Остается добавить, что заимствованные элементы русского словаря не обязательно ныне обозначают то же самое в языке, из предыдущей версии которого они к русским людям попали.
К примеру, «бассейн» у французов это теперь «обвисшие груди». У греков «колосс» – больше не «столб», а, простите, все, что связано с задним проходом (само слово звучит как «коло»). Название сушеного плода финиковой пальмы у эллинов сложилось из-за его цвета (рыжего) – «фоинис». Потомки древней Эллады данное лакомство так не зовут. Зато калька слова есть в русском – «финик». Но в арабских странах лучше именовать финики по-арабски (на худой конец – по-английски). Потому что у арабов «фейнок» – «совокупляться». Дело в том, что живые языки постоянно меняются. Кто бы мог подумать, что в XI столетии на территории центральной и северной России присутствовали непонятные нам словосочетания – «заутрокаи» («останься до утра») и «аще ся въвадить» («если повадится»). Обыденное ныне слово «сВОЛОЧь» появилось лишь в 14 столетии в значении «мусор, который наВОЛОКли». То есть узнаваемыми в лучшем случае остаются лишь корни слов. Понятно теперь, почему им посвящена основная часть текста.

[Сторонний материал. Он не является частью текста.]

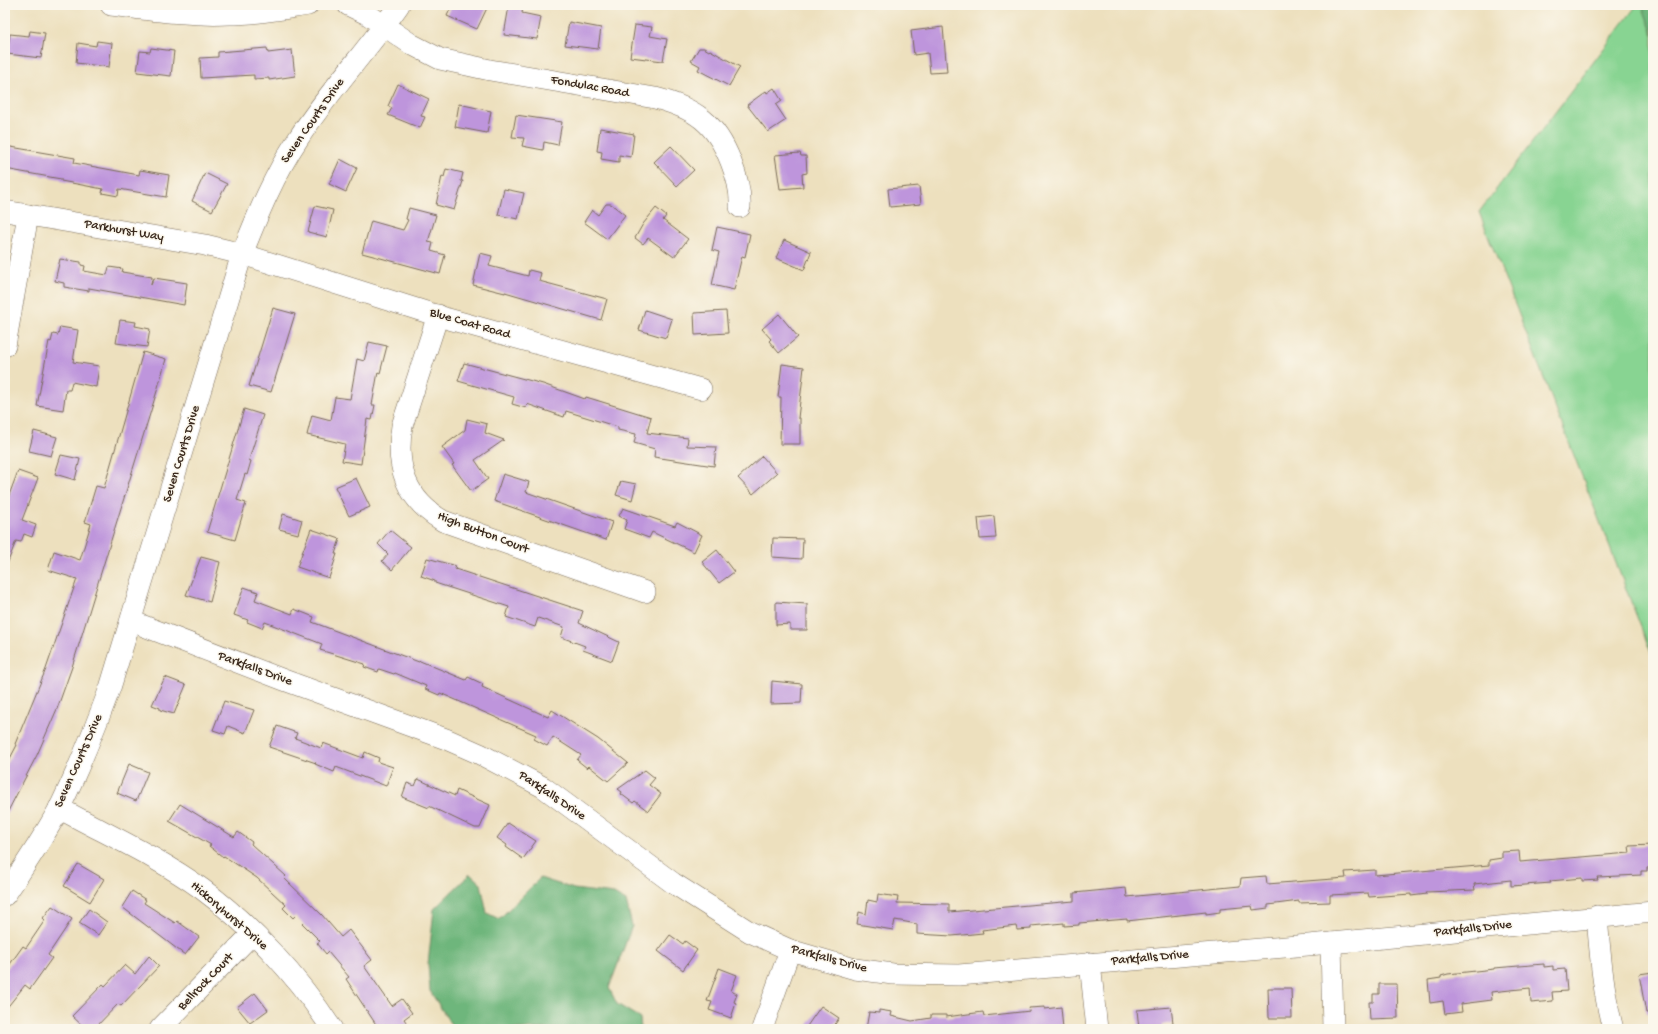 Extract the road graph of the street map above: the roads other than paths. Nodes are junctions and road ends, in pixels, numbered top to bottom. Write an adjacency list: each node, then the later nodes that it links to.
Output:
1 (111, 5): 2 (street)
2 (308, 5)
3 (348, 5): 5 (street, Fondulac Road)
4 (399, 5): 5 (street, Seven Courts Drive)
5 (384, 27): 6 (street, Fondulac Road); 9 (street, Seven Courts Drive)
6 (740, 207)
7 (5, 211): 8 (street, Parkhurst Way)
8 (28, 215): 9 (street, Parkhurst Way); 11 (street)
9 (242, 254): 10 (street, Blue Coat Road); 14 (street, Seven Courts Drive)
10 (438, 315): 12 (street, Blue Coat Road); 13 (street, High Button Court)
11 (5, 346)
12 (701, 389)
13 (645, 592)
14 (131, 621): 15 (street, Seven Courts Drive); 21 (street, Parkfalls Drive)
15 (59, 808): 16 (street, Seven Courts Drive); 19 (street, Hickoryhurst Drive)
16 (5, 895)
17 (1653, 912): 18 (street, Parkfalls Drive)
18 (1597, 916): 20 (street, Parkfalls Drive); 28 (street)
19 (252, 934): 23 (street, Bellrock Court); 24 (street, Hickoryhurst Drive)
20 (1331, 943): 22 (street, Parkfalls Drive); 27 (street)
21 (790, 950): 22 (street, Parkfalls Drive); 25 (street)
22 (1090, 963): 26 (street)
23 (160, 1029)
24 (332, 1029)
25 (762, 1029)
26 (1097, 1029)
27 (1333, 1029)
28 (1614, 1029)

И, если уж начал про курьезы, то пусть и не совсем в тему, но добавлю. Наше «звательное» междометие «кис» в арабских странах зазвучит как матерное наименование женского детородного органа: ваше обращение к кошке будет резать ухо аборигенам. На тот же орган вы можете нечаянно намекнуть, попросив в Черногории спички («пичка» это…). Просто представьте как нас самих тревожат китайские и монгольские слова, начинающиеся на «ху…». Да что там азиаты! Мы готовы смеяться даже, услышав речь братьев-славян. Все, наверное, знаете о «феномене» чешского. Над его словами русские люди, не знакомые с суффиксами языка, хохочут.
Но, как бы ни изменялись конструкции слов, и ИЕ-корни и даже бореальные узнаваемы. Их находят те, кто постепенно овладел многими инструментами этимологического исследования.